Efficient memory sizing optimizes data storage and retrieval and directly affects the choice of CNNs. As we explore the AI processing unit, we first explore CNNs and their progression in response to evolving integrability challenges and various trade-offs.

2.5. Convolutional Neural Networks

This subsection explores CNN-based processing, highlighting its progression in response to evolving challenges in embeddability and the diverse trade-offs involved.

A CNN (illustrated in Figure 3a) is a powerful type of neural network for analyzing image data. Its execution is known as the inference process. During the inference process, it uses filters called kernels, which perform multiplication and accumulation operations (MAC), that are fundamental to the extraction of features by the convolution process. Each filter is applied across different channels of the input—such as the color channels in an RGB image—to extract distinct features. The CNN structure includes convolutional layers with filtering kernels and activation functions that introduce non-linearity, allowing the network to learn complex visual patterns from multichannel inputs.

In a CNN, parameters primarily refer to the weights and biases associated with each kernel (illustrated in Figure 3b). During training, conducted through gradient descent [73], the network iteratively adjusts parameters to enhance model performance based on the provided training data. This adjustment involves fine-tuning weights and biases to minimize the error between the predicted outputs of the model and the true labels [74]. The quantity of these parameters can significantly influence both the performance and computational intensity of the model. A higher number of parameters often means greater representational power, which can lead to more precise feature extraction and accuracy. However, it also increases the model’s computational requirements and memory use, which can be critical when deployed at the edge.

2.6. Evolution of Embedded Convolutional Neural Networks

Over time, the integration of CNNs into embedded devices has been driven by the need to balance model complexity and performance, leading to various innovations in model design. We focus specifically on how the topology of CNNs—defining the layout and interaction of layers within the backbone and head, as well as the operations performed within these layers—influence performance. We place particular emphasis on accuracy performance [75] as a critical metric for comparison. Accuracy measures the ratio of correct to total predictions and is particularly crucial in image-classification contexts such as the ImageNet [9] dataset, where the top-1 and top-5 error rates provide a clear measure of efficiency.
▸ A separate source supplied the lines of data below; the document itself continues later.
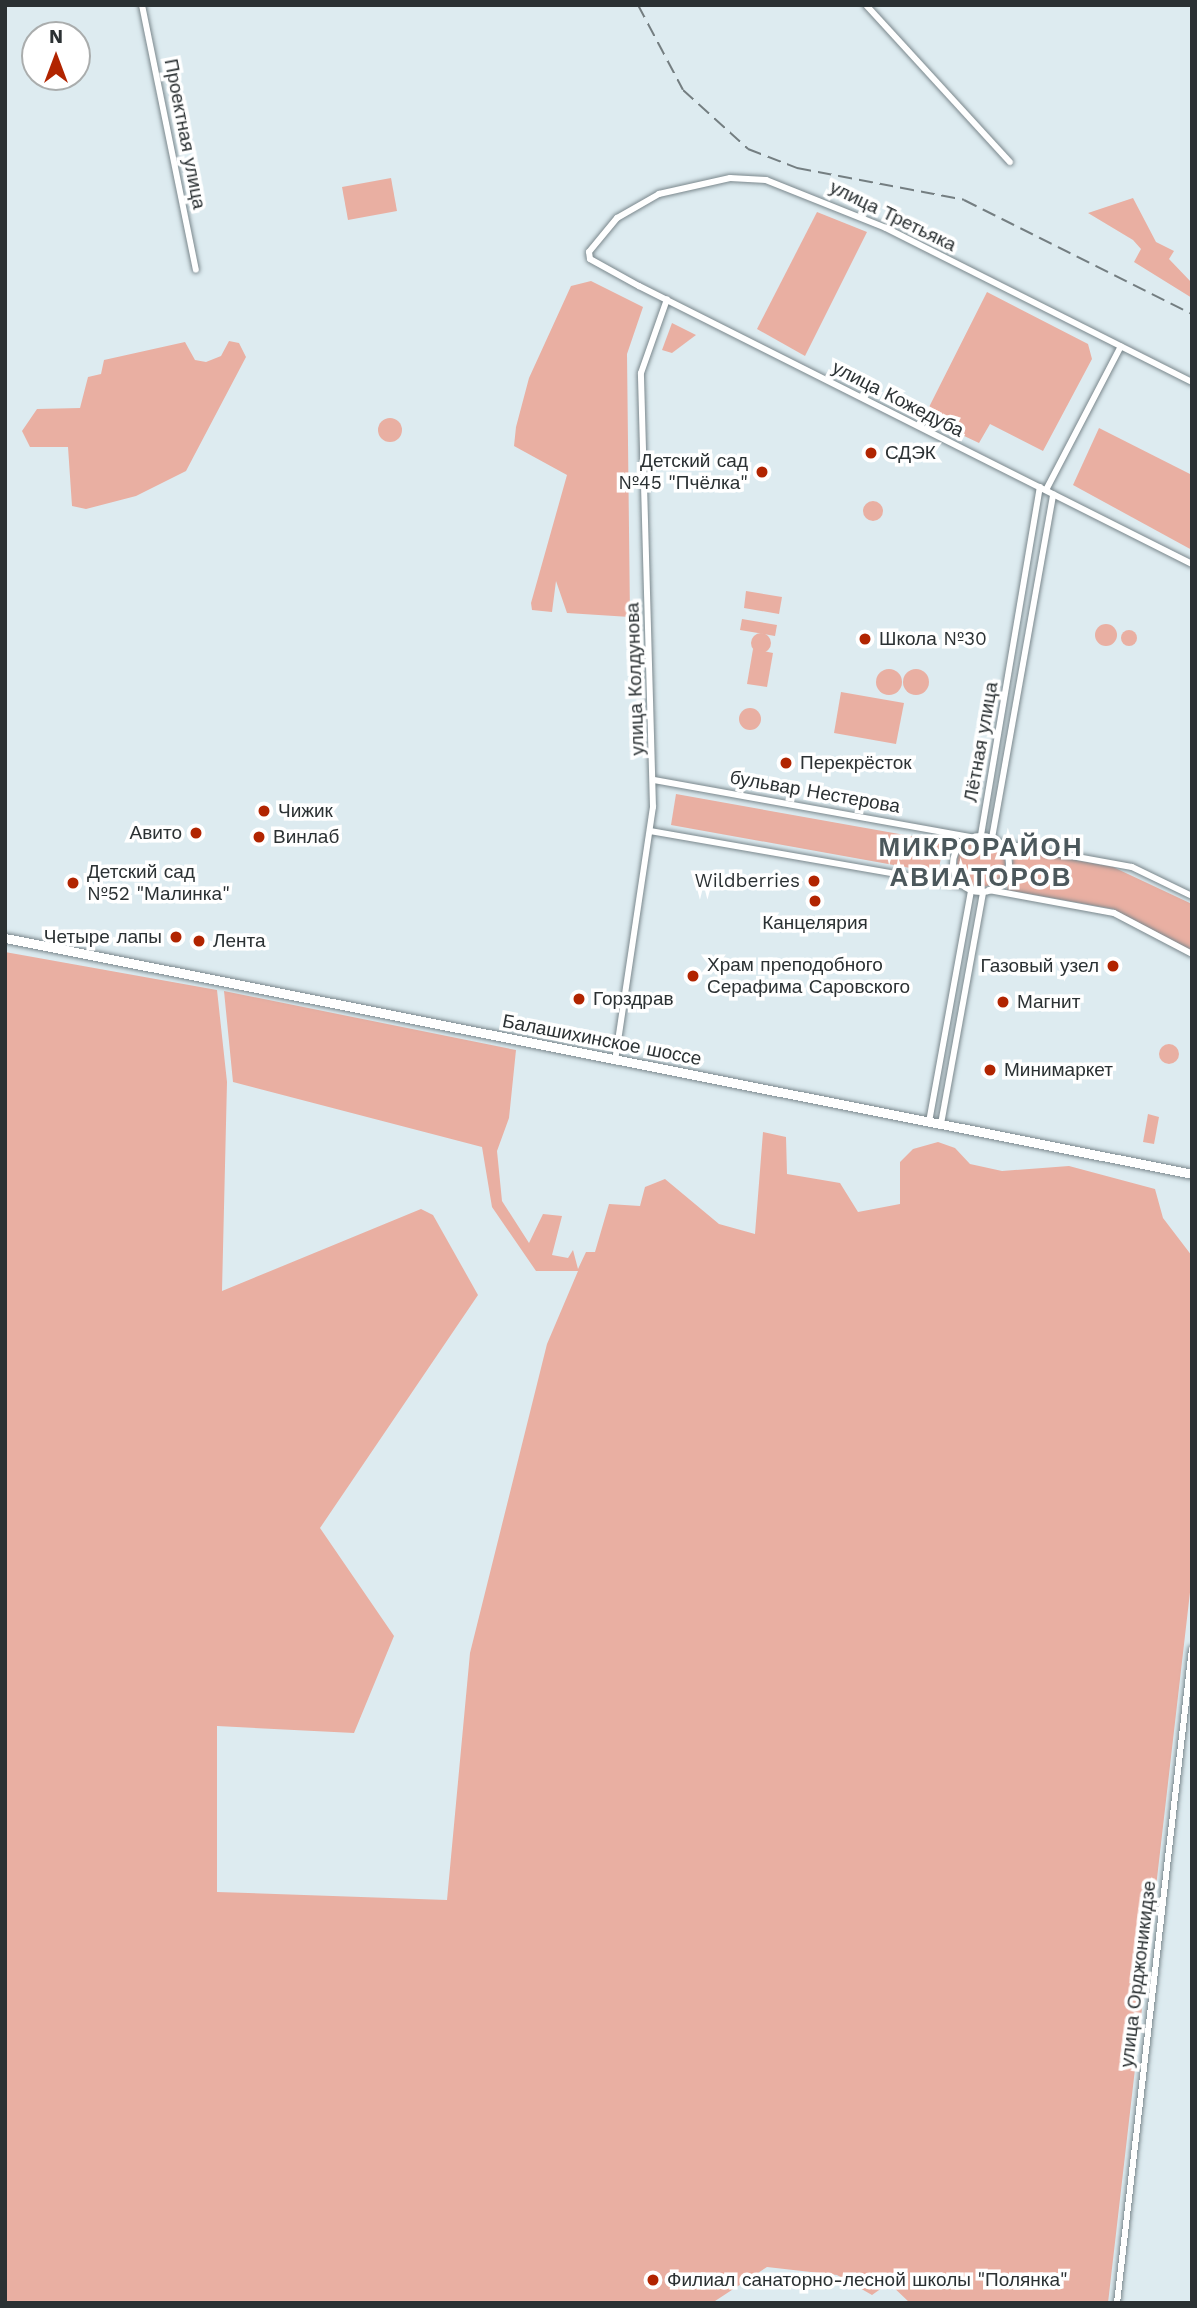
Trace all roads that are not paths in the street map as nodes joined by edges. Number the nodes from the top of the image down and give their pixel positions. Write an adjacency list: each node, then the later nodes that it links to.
1 (142, 5): 5 (street, Проектная улица)
2 (866, 5): 3 (street)
3 (1010, 162)
4 (590, 259): 6 (street, улица Кожедуба); 7 (street, улица Третьяка)
5 (196, 270)
6 (667, 299): 9 (street, улица Кожедуба); 11 (street, улица Колдунова)
7 (1121, 346): 8 (street, улица Третьяка); 9 (street, Лётная улица)
8 (1192, 382)
9 (1046, 491): 10 (street, улица Кожедуба); 13 (street, Лётная улица); 15 (street, Лётная улица)
10 (1192, 564)
11 (653, 780): 12 (street, улица Колдунова); 14 (street, бульвар Нестерова)
12 (650, 831): 17 (street); 22 (street, улица Колдунова)
13 (981, 835): 14 (street); 15 (street)
14 (970, 837): 17 (street)
15 (992, 838): 16 (street)
16 (1000, 843): 18 (street); 19 (street)
17 (968, 888): 18 (street); 23 (street)
18 (986, 891): 21 (street); 24 (street)
19 (1192, 896)
20 (5, 938): 22 (main road, Балашихинское шоссе)
21 (1192, 954)
22 (615, 1061): 23 (main road, Балашихинское шоссе)
23 (929, 1122): 24 (main road, Балашихинское шоссе)
24 (941, 1124): 25 (main road, Балашихинское шоссе)
25 (1192, 1174)
26 (1192, 1649): 27 (street, улица Орджоникидзе)
27 (1117, 2303)

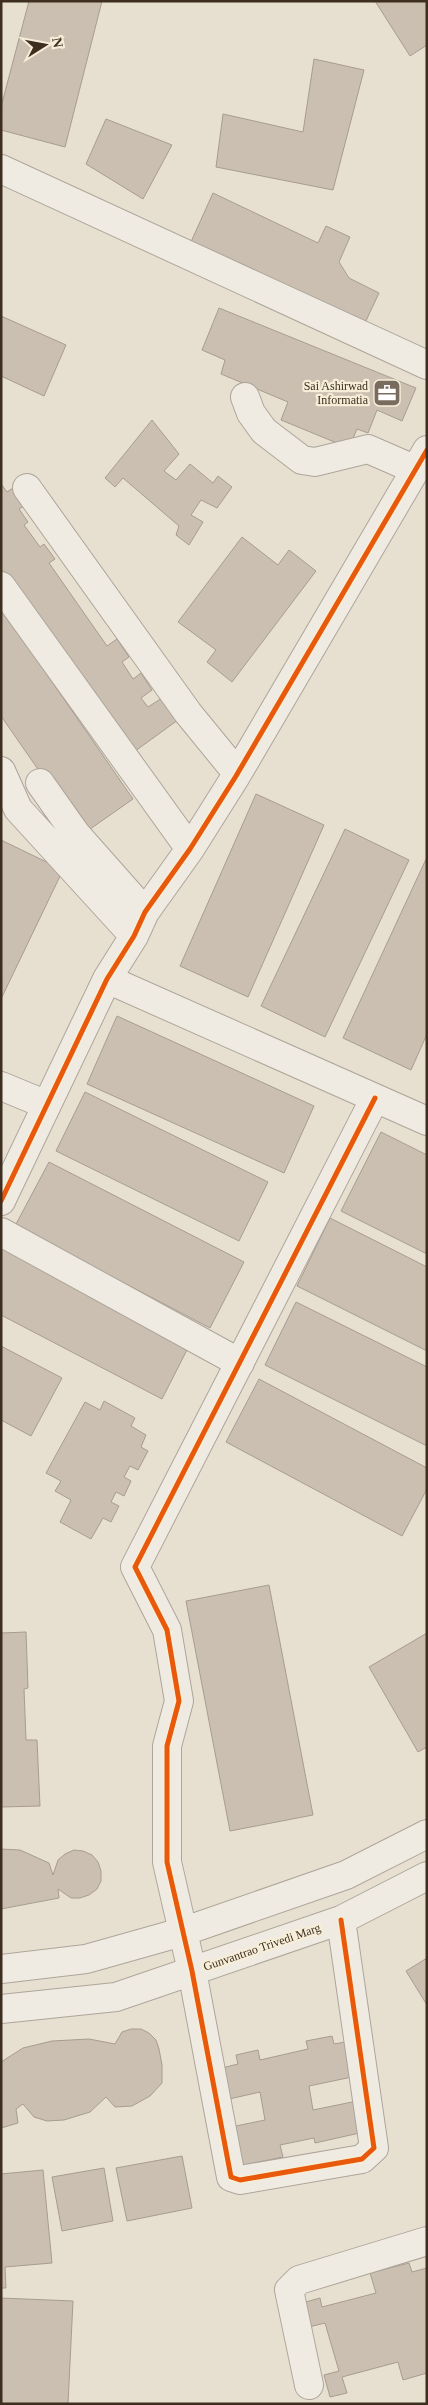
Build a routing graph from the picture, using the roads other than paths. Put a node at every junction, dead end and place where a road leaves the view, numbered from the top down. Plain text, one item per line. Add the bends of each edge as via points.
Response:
1 (1, 169) edge
2 (427, 364) edge
3 (245, 397) dead end
4 (420, 459) edge
5 (27, 488) dead end
6 (1, 586) edge
7 (1, 771) edge
8 (237, 773) junction
9 (40, 783) dead end
10 (7, 799) edge
11 (190, 849) junction
12 (146, 912) junction
13 (134, 936) junction
14 (107, 979) junction
15 (1, 1086) edge
16 (375, 1098) junction
17 (47, 1105) junction
18 (427, 1120) edge
19 (1, 1201) edge
20 (1, 1232) edge
21 (240, 1363) junction
22 (427, 1834) edge
23 (387, 1854) junction
24 (427, 1876) edge
25 (403, 1888) junction
26 (342, 1920) junction
27 (182, 1932) junction
28 (1, 1969) edge
29 (192, 1971) junction
30 (1, 2008) edge
31 (427, 2241) edge
32 (309, 2385) dead end

1 - 2 street
3 - 4 street via 251,413 264,431 302,460 315,462 368,449
4 - 8 street
5 - 8 street via 188,712
6 - 11 street
7 - 10 street
8 - 11 street
9 - 12 street via 76,834
10 - 13 street
11 - 12 street
12 - 13 street
13 - 14 street
14 - 16 street
14 - 17 street
15 - 17 street
16 - 18 street
16 - 21 street
17 - 19 street
20 - 21 street
21 - 27 street via 134,1567 167,1630 179,1701 167,1746 167,1862
22 - 23 street
23 - 25 street
23 - 27 street via 346,1875
24 - 25 street, Gunvantrao Trivedi Marg
25 - 26 street, Gunvantrao Trivedi Marg
26 - 29 street, Gunvantrao Trivedi Marg
26 - 29 street via 374,2148 362,2159 240,2180 231,2177
27 - 28 street via 86,1959
27 - 29 street
29 - 30 street, Gunvantrao Trivedi Marg via 116,1997
31 - 32 street via 299,2280 289,2290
For the remainder of this subsection, we explore the temporal evolution of integrated convolutional neural networks in order to better understand the different models used in near-sensor and in-sensor-based computer vision systems. This chronological overview shows how each advance contributed to the development of current models, which combine the strengths of earlier designs. In addition, we classify CNN models optimized for embedded vision systems into three distinct groups, each representing a different balance between ease of implementation, computational requirements, number of parameters, and accuracy (as shown in Figure 4):

• High-Complexity Models (dark gray): These models feature advanced topology and excellent accuracy but require significant layer modifications to adapt to embedded vision systems. These adaptations may include modifying or removing specific components such as Squeeze-and-Excite modules [76] or Swish activation [77] to make better use of complexity-reduction techniques. These models also require potential adaptation in terms of the number of parameters and calculations, which may not be suitable for certain embedded platforms.
• Adaptable Integration Models (light gray): This category includes designs that achieve high accuracy and maintain a manageable computing footprint. However, these models often require adaptations, such as modifications to certain layers, due to the large number of parameters and the computing power they require.
• Optimized for Embedded Use (White): These models are designed specifically for embedded systems, with an emphasis on ease of integration and minimal computational requirements. They use simple computation methods, such as ReLU activation, convolution factorization, and depth-separable convolutions [78], and incorporate techniques such as batch normalization [79] directly into the convolutional layers, as demonstrated by EfficientNet-Lite [59]. Although they can sometimes sacrifice accuracy, their low resource requirements make them ideal for resource-constrained environments.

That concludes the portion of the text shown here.